According to an official sources, the Jaintia Hills Wildlife Division received an input that there is an organized gang of traffickers along the border areas of West Jaintia Hills- West Karbi Anglong actively engaged in poaching and trafficking of wild animals and their body parts and the office alerted its network to ascertain the veracity of the inputs.
A specific input was received from one of the informers on 11th November, last that some persons will bring some wild animals and their body parts from West Karbi Anglong District to West Jaintia Hills for sale. Accordingly, a team of officials from the Jaintia Hills Wildlife Division led by the Divisional Forest Officer laid a trap at Khanduli village to intercept the traffickers. A team of police officials was also present at the Khanduli to assist the forest officials.

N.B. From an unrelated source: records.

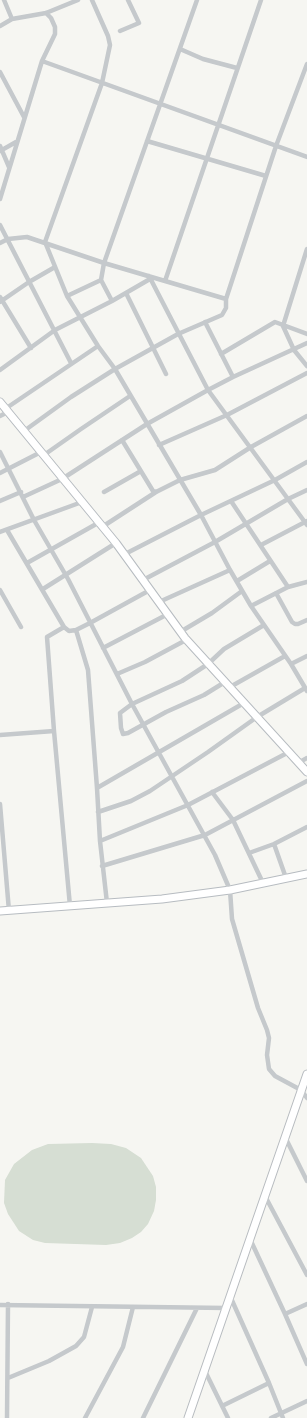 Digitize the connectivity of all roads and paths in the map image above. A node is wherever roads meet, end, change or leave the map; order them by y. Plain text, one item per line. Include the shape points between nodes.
1 (4, 0) edge
2 (78, 0) edge
3 (92, 0) edge
4 (128, 0) edge
5 (198, 0) edge
6 (261, 0) edge
7 (46, 12) junction
8 (12, 19) junction
9 (0, 26) edge
10 (120, 31) dead end
11 (180, 49) junction
12 (42, 61) junction
13 (307, 64) edge
14 (237, 68) junction
15 (0, 72) edge
16 (102, 83) junction
17 (160, 104) junction
18 (24, 117) junction
19 (218, 125) junction
20 (148, 141) junction
21 (16, 142) junction
22 (276, 146) junction
23 (1, 149) edge
24 (307, 157) edge
25 (207, 158) junction
26 (9, 167) junction
27 (266, 176) junction
28 (0, 199) edge
29 (0, 225) edge
30 (8, 239) junction
31 (45, 242) junction
32 (0, 243) edge
33 (307, 249) edge
34 (104, 263) junction
35 (55, 267) junction
36 (149, 278) junction
37 (101, 280) junction
38 (165, 281) junction
39 (29, 282) junction
40 (126, 293) junction
41 (67, 296) junction
42 (226, 299) junction
43 (1, 300) edge
44 (112, 301) junction
45 (80, 317) junction
46 (205, 322) junction
47 (283, 326) junction
48 (55, 330) junction
49 (178, 334) junction
50 (307, 334) edge
51 (307, 343) edge
52 (98, 346) junction
53 (31, 348) junction
54 (153, 348) junction
55 (294, 350) junction
56 (221, 354) junction
57 (71, 364) junction
58 (307, 366) edge
59 (1, 367) edge
60 (115, 369) junction
61 (307, 373) edge
62 (166, 374) dead end
63 (233, 377) junction
64 (208, 390) junction
65 (130, 396) junction
66 (0, 402) edge
67 (6, 410) junction
68 (226, 415) junction
69 (0, 416) edge
70 (307, 416) edge
71 (147, 424) junction
72 (24, 431) junction
73 (122, 440) junction
74 (159, 445) junction
75 (251, 447) junction
76 (0, 452) edge
77 (42, 454) junction
78 (307, 462) edge
79 (9, 469) junction
80 (141, 471) junction
81 (0, 473) edge
82 (62, 479) junction
83 (180, 480) junction
84 (275, 480) junction
85 (307, 490) edge
86 (104, 492) dead end
87 (156, 492) junction
88 (22, 494) junction
89 (0, 500) edge
90 (288, 500) junction
91 (231, 501) junction
92 (82, 502) junction
93 (201, 515) junction
94 (34, 520) junction
95 (306, 523) edge
96 (100, 525) junction
97 (246, 525) junction
98 (7, 530) junction
99 (0, 532) edge
100 (215, 542) junction
101 (116, 543) junction
102 (260, 545) junction
103 (50, 549) junction
104 (125, 554) junction
105 (270, 561) junction
106 (27, 563) junction
107 (230, 570) junction
108 (65, 574) junction
109 (143, 580) junction
110 (237, 581) junction
111 (307, 582) edge
112 (288, 588) junction
113 (43, 589) junction
114 (0, 590) edge
115 (150, 590) junction
116 (242, 591) junction
117 (276, 593) junction
118 (159, 602) junction
119 (251, 606) junction
120 (168, 614) junction
121 (307, 620) edge
122 (90, 623) junction
123 (264, 625) junction
124 (21, 627) dead end
125 (64, 627) junction
126 (76, 630) junction
127 (180, 632) junction
128 (186, 640) junction
129 (103, 648) junction
130 (285, 656) junction
131 (307, 656) edge
132 (208, 664) junction
133 (291, 664) junction
134 (117, 674) junction
135 (228, 685) junction
136 (306, 689) edge
137 (244, 703) junction
138 (132, 704) junction
139 (257, 717) junction
140 (144, 723) junction
141 (54, 731) junction
142 (0, 735) edge
143 (289, 752) junction
144 (160, 753) junction
145 (307, 758) edge
146 (298, 763) junction
147 (307, 772) edge
148 (172, 776) junction
149 (307, 781) edge
150 (97, 788) junction
151 (212, 792) junction
152 (0, 804) edge
153 (188, 804) junction
154 (98, 812) junction
155 (233, 820) junction
156 (307, 827) edge
157 (205, 836) junction
158 (100, 841) junction
159 (274, 844) junction
160 (249, 853) junction
161 (102, 866) junction
162 (307, 874) edge
163 (286, 878) junction
164 (263, 883) junction
165 (230, 890) junction
166 (106, 903) junction
167 (70, 906) junction
168 (0, 911) edge
169 (9, 911) junction
170 (307, 1074) edge
171 (301, 1090) junction
172 (307, 1098) edge
173 (285, 1137) junction
174 (307, 1181) edge
175 (265, 1196) junction
176 (250, 1239) junction
177 (307, 1275) edge
178 (230, 1296) junction
179 (8, 1304) junction
180 (307, 1304) edge
181 (0, 1305) edge
182 (92, 1307) junction
183 (133, 1307) junction
184 (197, 1308) junction
185 (226, 1308) junction
186 (285, 1314) junction
187 (307, 1364) edge
188 (204, 1371) junction
189 (8, 1378) junction
190 (269, 1383) junction
191 (307, 1401) edge
192 (222, 1406) junction
193 (282, 1416) edge
194 (189, 1417) edge
195 (7, 1418) edge
196 (85, 1418) edge
197 (143, 1418) edge
198 (228, 1418) edge
199 (271, 1418) edge

1 - 8 street
2 - 7 street
3 - 16 street via 110,45
4 - 10 street via 138,24
5 - 11 street
6 - 14 street
7 - 8 street
7 - 12 street via 55,27 55,34
8 - 9 street
11 - 14 street
11 - 17 street
12 - 16 street
12 - 18 street
13 - 22 street
14 - 19 street
15 - 18 street
16 - 17 street
16 - 31 street
17 - 19 street
17 - 20 street
18 - 21 street
19 - 22 street
19 - 25 street
20 - 25 street
20 - 34 street
21 - 23 street
21 - 26 street
22 - 24 street
22 - 27 street
23 - 26 street
25 - 27 street
25 - 38 street
26 - 28 street
27 - 42 street
29 - 30 street
30 - 31 street via 27,237
30 - 32 street
30 - 39 street
31 - 34 street
31 - 35 street
33 - 47 street
34 - 36 street
34 - 37 street
35 - 39 street
35 - 41 street
36 - 38 street
36 - 40 street
36 - 49 street
37 - 41 street
37 - 44 street
38 - 42 street
39 - 43 street
39 - 48 street
40 - 44 street
40 - 54 street
41 - 45 street
42 - 46 street via 226,308 222,315
43 - 53 street
44 - 45 street
45 - 48 street
45 - 52 street
46 - 49 street
46 - 56 street
47 - 50 street
47 - 55 street
47 - 56 street via 275,322
48 - 53 street
48 - 57 street
49 - 54 street
49 - 64 street
51 - 55 street
52 - 57 street
52 - 60 street
53 - 59 street
54 - 60 street
54 - 62 street
55 - 58 street
55 - 63 street
56 - 63 street
57 - 67 street
60 - 65 street
60 - 72 street
61 - 68 street
63 - 64 street
64 - 68 street
64 - 71 street
65 - 71 street
65 - 77 street
66 - 67 street
67 - 69 street
67 - 72 street
68 - 74 street
68 - 75 street
70 - 75 street
71 - 73 street
71 - 74 street
72 - 77 street
73 - 80 street
73 - 82 street
74 - 83 street
75 - 83 street via 215,470
75 - 84 street
76 - 79 street
77 - 79 street
77 - 82 street
78 - 84 street
79 - 81 street
79 - 88 street
80 - 86 street
80 - 87 street
82 - 88 street
82 - 92 street
83 - 87 street
83 - 93 street
84 - 90 street
84 - 91 street
85 - 90 street
87 - 96 street
88 - 89 street
88 - 94 street
90 - 95 street
90 - 97 street
91 - 93 street
91 - 97 street
92 - 94 street
92 - 96 street
93 - 100 street
93 - 104 street
94 - 98 street
94 - 103 street
95 - 102 street
96 - 101 street
96 - 103 street
97 - 100 street
97 - 102 street
98 - 99 street
98 - 106 street
100 - 107 street
100 - 109 street
101 - 104 street
101 - 108 street
102 - 105 street
103 - 106 street
103 - 108 street
104 - 109 street
105 - 110 street
105 - 112 street
106 - 113 street
107 - 110 street
107 - 118 street
108 - 113 street
108 - 122 street
109 - 115 street
110 - 116 street
111 - 112 street
112 - 117 street
113 - 125 street
114 - 124 street
115 - 118 street
115 - 122 street
116 - 119 street
116 - 127 street
117 - 119 street
117 - 121 street via 292,622 298,624
118 - 120 street
119 - 123 street
120 - 127 street
120 - 129 street
122 - 126 street
122 - 129 street
123 - 130 street
123 - 132 street via 224,649
125 - 126 street via 69,631
125 - 141 street via 47,637
126 - 150 street via 88,670
127 - 128 street
128 - 132 street
128 - 134 street
129 - 134 street
130 - 133 street
130 - 135 street
131 - 133 street
132 - 135 street
132 - 138 street via 182,681
133 - 136 street
134 - 138 street
135 - 137 street
135 - 140 street
136 - 139 street
137 - 139 street
137 - 144 street
138 - 140 street
138 - 140 street via 120,713 123,734
139 - 143 street
139 - 148 street
140 - 144 street
141 - 142 street
141 - 167 street
143 - 146 street
143 - 151 street
144 - 148 street
144 - 150 street
145 - 146 street
146 - 147 street
148 - 153 street
148 - 154 street via 131,801
149 - 155 street
150 - 154 street
151 - 153 street
151 - 155 street
152 - 169 street
153 - 157 street
153 - 158 street
154 - 158 street
155 - 157 street
155 - 160 street
156 - 159 street
157 - 161 street
157 - 165 street
158 - 161 street
159 - 160 street
159 - 163 street
160 - 164 street
161 - 166 street
162 - 163 street
163 - 164 street
164 - 165 street
165 - 166 street
165 - 171 street via 232,919 267,1030 269,1069 275,1076
166 - 167 street
167 - 169 street
168 - 169 street
170 - 171 street
171 - 172 street
171 - 173 street
173 - 174 street
173 - 175 street
175 - 176 street
175 - 177 street
176 - 178 street
176 - 186 street
178 - 185 street
178 - 190 street
179 - 181 street
179 - 182 street
179 - 189 street
180 - 186 street
182 - 183 street
182 - 189 street via 84,1337 76,1346 49,1361
183 - 184 street
183 - 196 street via 123,1347
184 - 185 street
184 - 197 street
185 - 188 street
186 - 187 street
188 - 192 street
188 - 194 street
189 - 195 street
190 - 192 street
190 - 193 street
191 - 193 street
192 - 198 street
193 - 199 street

At around 2.00 PM on 11th November, last, the team saw a car coming from Hamren. The team stopped the car and found three persons named Serus Bhoi son of E Shylla, Francis Lamare son of K. Biam and Arki Lamare son of K. Biam, all residents Namdong-B village inside the car. On search, a live Indian Pangolin and 1.20 Kg Pangolin scales were found in the car. All the three persons were arrested and were brought to Jowai. On interrogation, these persons divulged that the live Pangolin and Pangolin scales were purchased from a person in Hamren in West Karbi Anglong District
On 12th November, last they were produced before the Chief Judicial Magistrate, Jowai Court, the Chief Judicial Magistrate, Jowai Court remanded the accused to judicial custody and allowed the Divisional Forest Officer to conduct the interrogation of the accused inside the Jowai District Jail.
Further investigation to unravel the entire chain of illegal trafficking and to identify and arrest other persons involved in capture, hunting, transportation and purchase of wild animals and their body parts is presently under progress.
The live Pangolin and Pangolin scales found in possession of these persons were also seized and brought to Jowai. On 12th November, last the Pangolin gave birth to a healthy baby. The seized Pangolin along with the baby will shortly be released at a safe and secure location within the Narpuh Wildlife Sanctuary after obtaining approval from the Court.
The India Pangolin (Manis crassicaudata) is listed in Schedule-I of the Wild Life (Protection) Act, 1972 and attracts highest level of protection available to a wild animal in India. It is also listed as Endangered, on the International Union for Conservation of Nature (IUCN) Red List of Threatened Species. Hunting and possession of a Pangolin is punishable under the Wild Life (Protection) Act, 1972 with imprisonment for a term which shall not be less than three years but may extend to seven years and also with fine which shall not be less than ten thousand rupees but may extend to twenty five thousand rupees.
Pangolins play a critical role in their ecosystems. They provide the earth with all-natural pest control and are fantastic tenders of soil, and they do these things simply through their everyday behaviors. It is said that a single pangolin consumes as many as 70 million insects per year, mainly ants and termites.
Pangolins are trafficked for their meat and their scales, which are used in traditional Chinese medicine. China is a major destination for pangolins and pangolin products. Illegal sale and trafficking of Pangolins involves huge environmental, ecological and health risks.